Saved data entries

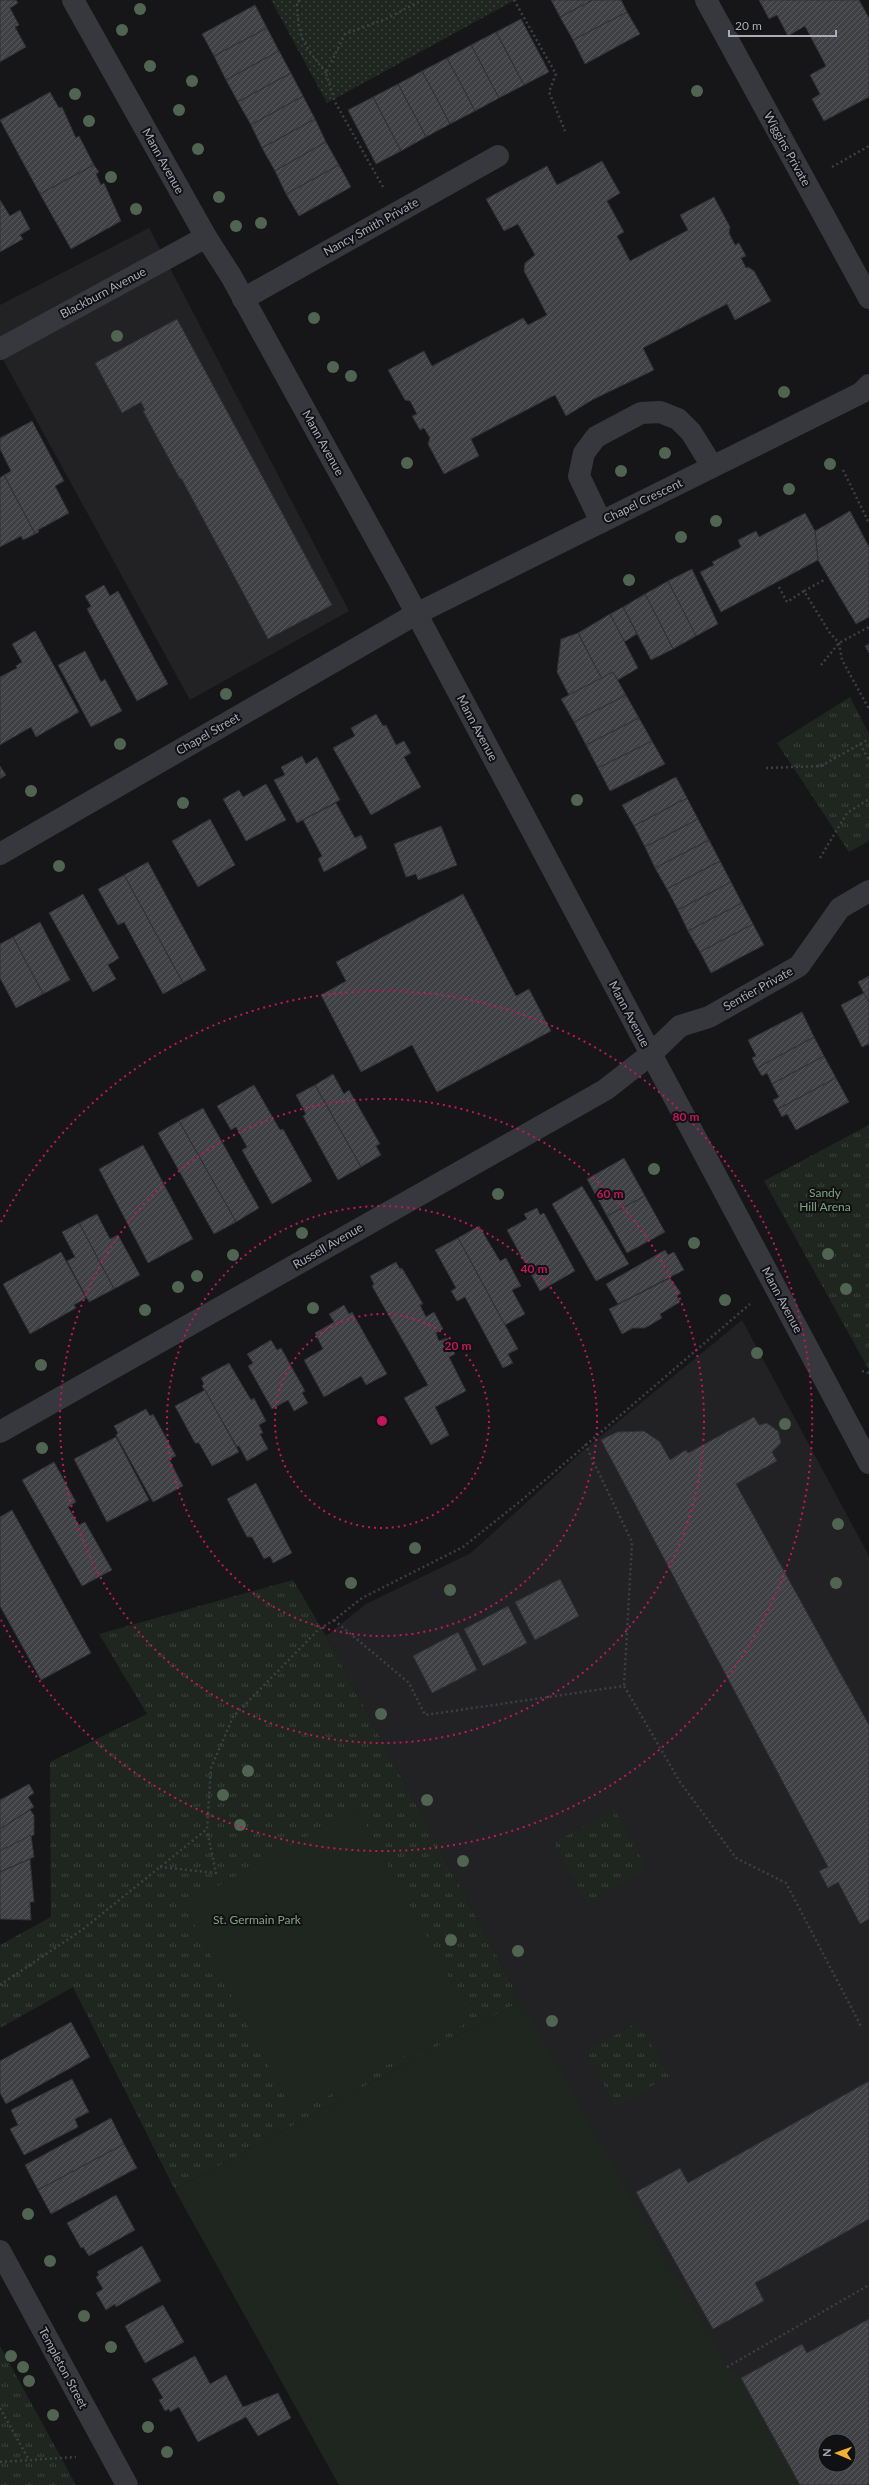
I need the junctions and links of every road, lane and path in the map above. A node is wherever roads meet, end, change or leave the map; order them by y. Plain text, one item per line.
1 (73, 0) edge
2 (300, 0) edge
3 (422, 0) edge
4 (514, 0) edge
5 (706, 0) edge
6 (326, 73) junction
7 (565, 131) dead end
8 (869, 146) edge
9 (498, 156) dead end
10 (806, 183) junction
11 (398, 212) junction
12 (206, 237) junction
13 (869, 298) edge
14 (243, 299) junction
15 (0, 349) edge
16 (869, 385) edge
17 (712, 466) junction
18 (842, 470) dead end
19 (600, 522) junction
20 (869, 524) edge
21 (824, 580) dead end
22 (779, 587) dead end
23 (804, 591) junction
24 (416, 614) junction
25 (869, 627) edge
26 (840, 643) junction
27 (821, 665) dead end
28 (869, 709) edge
29 (869, 739) edge
30 (860, 744) junction
31 (869, 760) edge
32 (766, 768) dead end
33 (869, 799) edge
34 (0, 854) edge
35 (820, 858) dead end
36 (869, 891) edge
37 (651, 1054) junction
38 (774, 1284) junction
39 (862, 1371) dead end
40 (869, 1373) edge
41 (0, 1432) edge
42 (585, 1444) junction
43 (869, 1463) edge
44 (334, 1620) junction
45 (624, 1686) junction
46 (207, 1829) junction
47 (160, 1867) junction
48 (0, 1985) edge
49 (862, 2028) dead end
50 (0, 2251) edge
51 (869, 2285) edge
52 (727, 2367) dead end
53 (0, 2408) edge
54 (29, 2460) junction
55 (78, 2460) dead end
56 (0, 2462) edge
57 (127, 2485) edge

1 - 12 street, Mann Avenue
2 - 6 path
3 - 6 path
4 - 7 path
5 - 10 street, Wiggins Private
6 - 11 path
8 - 10 path
9 - 11 street, Nancy Smith Private
10 - 13 street, Wiggins Private
11 - 14 street, Nancy Smith Private
12 - 14 street, Mann Avenue
12 - 15 street, Blackburn Avenue
14 - 24 street, Mann Avenue
16 - 17 street, Chapel Crescent
17 - 19 street, Chapel Crescent
17 - 19 street
18 - 20 path
19 - 24 street, Chapel Crescent
21 - 23 path
22 - 23 path
23 - 26 path
24 - 34 street, Chapel Street
24 - 37 street, Mann Avenue
25 - 26 path
26 - 27 path
26 - 28 path
29 - 30 path
30 - 31 path
30 - 32 path
33 - 35 path
36 - 37 street, Sentier Private
37 - 38 street, Mann Avenue
37 - 41 street, Russell Avenue
38 - 42 path
38 - 43 street, Mann Avenue
39 - 40 path
42 - 44 path
42 - 45 path
44 - 45 path
44 - 46 path
45 - 49 path
46 - 47 path
46 - 47 path
47 - 48 path
50 - 57 street, Templeton Street
51 - 52 path
53 - 54 path
54 - 55 path
54 - 56 path

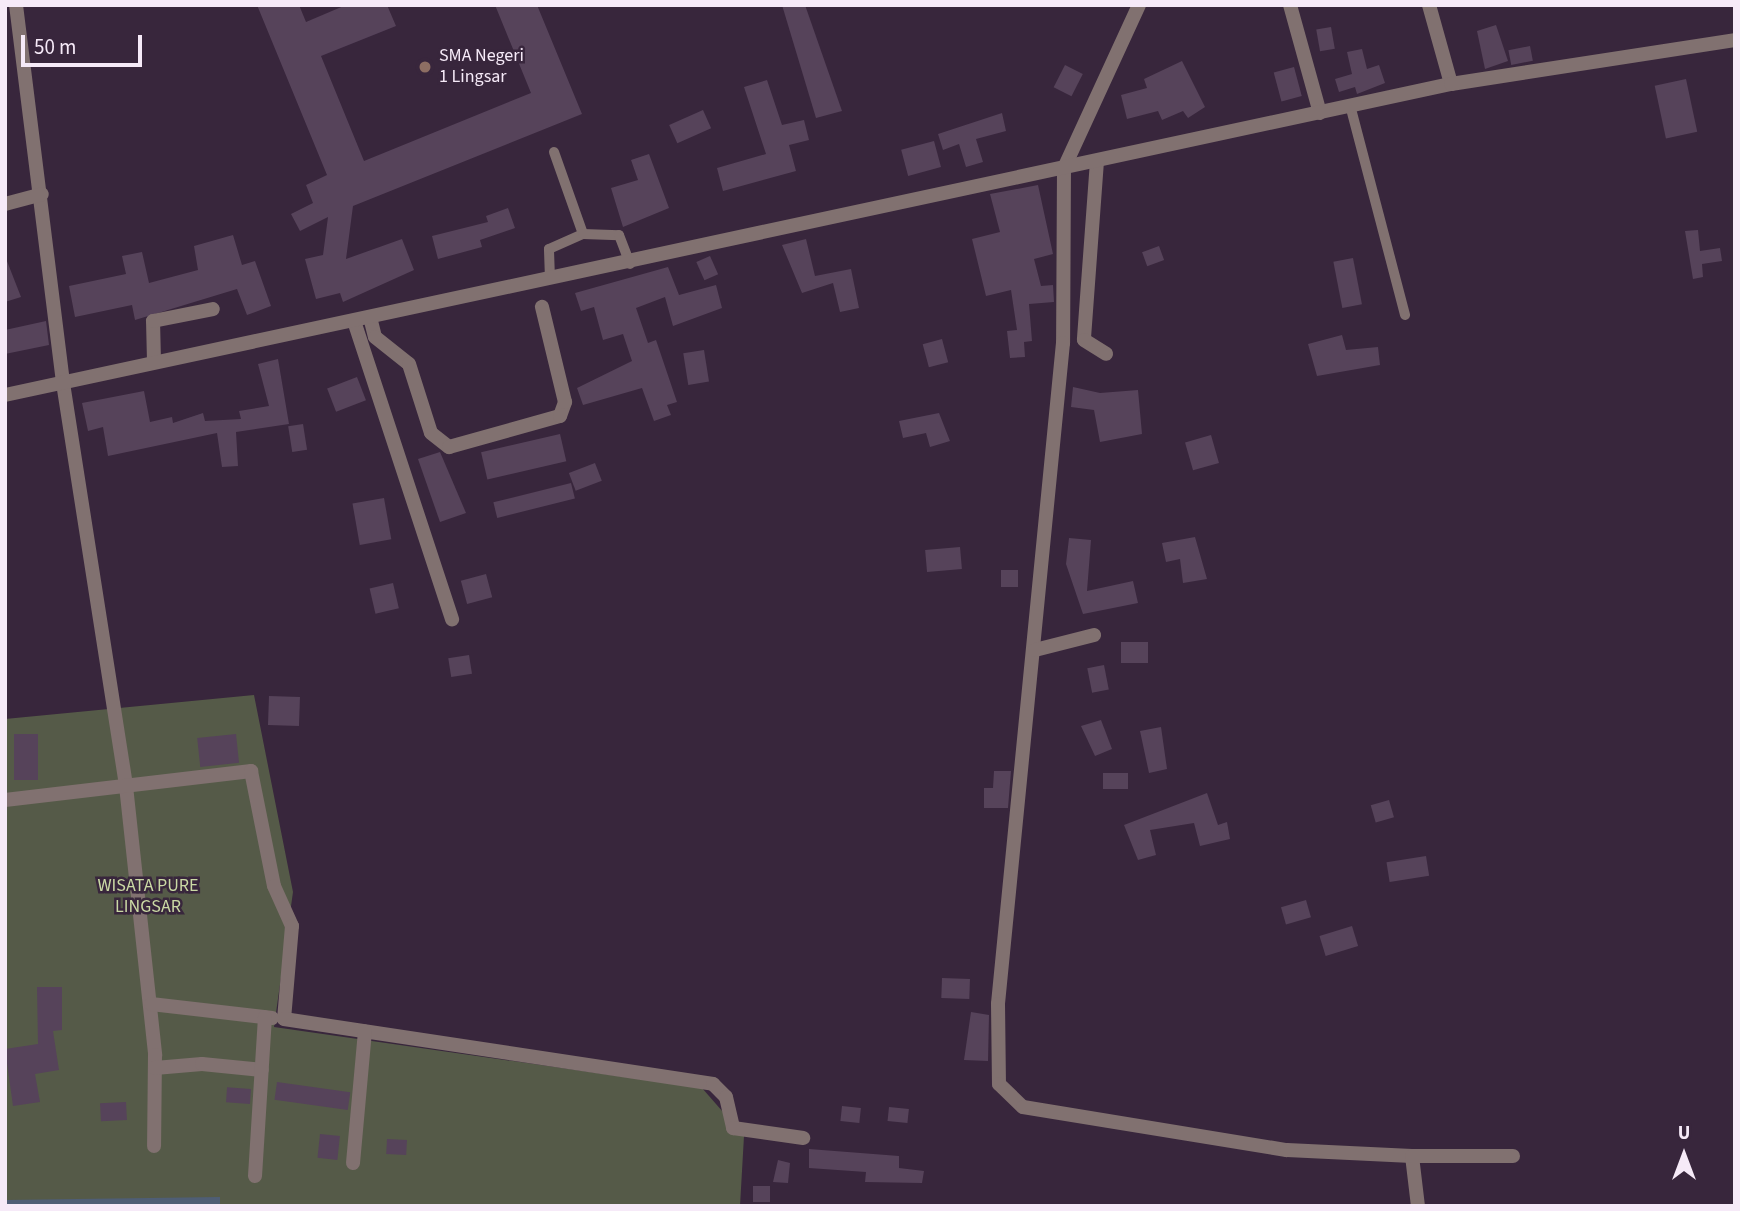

_Work task_.
Only lines that contain "Crescent" are needed, so copy each of them from the data.

_Response to the task_.
16 - 17 street, Chapel Crescent
17 - 19 street, Chapel Crescent
19 - 24 street, Chapel Crescent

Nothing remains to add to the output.